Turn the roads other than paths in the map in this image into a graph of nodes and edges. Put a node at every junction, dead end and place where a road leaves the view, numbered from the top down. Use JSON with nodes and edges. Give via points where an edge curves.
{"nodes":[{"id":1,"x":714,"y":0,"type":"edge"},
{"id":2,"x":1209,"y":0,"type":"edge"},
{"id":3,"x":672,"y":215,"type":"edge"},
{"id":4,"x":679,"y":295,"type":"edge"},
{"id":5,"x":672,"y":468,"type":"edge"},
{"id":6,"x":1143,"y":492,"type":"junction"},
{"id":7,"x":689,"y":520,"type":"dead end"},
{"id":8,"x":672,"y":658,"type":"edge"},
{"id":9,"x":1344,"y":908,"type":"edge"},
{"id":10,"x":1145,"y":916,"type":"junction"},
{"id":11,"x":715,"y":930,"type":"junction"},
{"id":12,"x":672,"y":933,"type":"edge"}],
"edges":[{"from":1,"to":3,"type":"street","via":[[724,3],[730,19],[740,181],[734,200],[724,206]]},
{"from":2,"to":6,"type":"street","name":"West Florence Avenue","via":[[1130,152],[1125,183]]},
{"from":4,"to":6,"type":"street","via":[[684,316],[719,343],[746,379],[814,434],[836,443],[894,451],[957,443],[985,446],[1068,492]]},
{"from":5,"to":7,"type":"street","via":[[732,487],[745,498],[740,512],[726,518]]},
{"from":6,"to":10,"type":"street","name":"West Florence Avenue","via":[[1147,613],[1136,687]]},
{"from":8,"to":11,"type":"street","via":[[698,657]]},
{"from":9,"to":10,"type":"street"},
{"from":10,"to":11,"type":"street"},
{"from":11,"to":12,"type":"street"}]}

┄┄┄┄┄┄

Your assignment: Output the entire listing exactly as written.

Exercise solution:
Turn the roads other than paths in the map in this image into a graph of nodes and edges. Put a node at every junction, dead end and place where a road leaves the view, numbered from the top down. Use JSON with nodes and edges. Give via points where an edge curves.
{"nodes":[{"id":1,"x":714,"y":0,"type":"edge"},
{"id":2,"x":1209,"y":0,"type":"edge"},
{"id":3,"x":672,"y":215,"type":"edge"},
{"id":4,"x":679,"y":295,"type":"edge"},
{"id":5,"x":672,"y":468,"type":"edge"},
{"id":6,"x":1143,"y":492,"type":"junction"},
{"id":7,"x":689,"y":520,"type":"dead end"},
{"id":8,"x":672,"y":658,"type":"edge"},
{"id":9,"x":1344,"y":908,"type":"edge"},
{"id":10,"x":1145,"y":916,"type":"junction"},
{"id":11,"x":715,"y":930,"type":"junction"},
{"id":12,"x":672,"y":933,"type":"edge"}],
"edges":[{"from":1,"to":3,"type":"street","via":[[724,3],[730,19],[740,181],[734,200],[724,206]]},
{"from":2,"to":6,"type":"street","name":"West Florence Avenue","via":[[1130,152],[1125,183]]},
{"from":4,"to":6,"type":"street","via":[[684,316],[719,343],[746,379],[814,434],[836,443],[894,451],[957,443],[985,446],[1068,492]]},
{"from":5,"to":7,"type":"street","via":[[732,487],[745,498],[740,512],[726,518]]},
{"from":6,"to":10,"type":"street","name":"West Florence Avenue","via":[[1147,613],[1136,687]]},
{"from":8,"to":11,"type":"street","via":[[698,657]]},
{"from":9,"to":10,"type":"street"},
{"from":10,"to":11,"type":"street"},
{"from":11,"to":12,"type":"street"}]}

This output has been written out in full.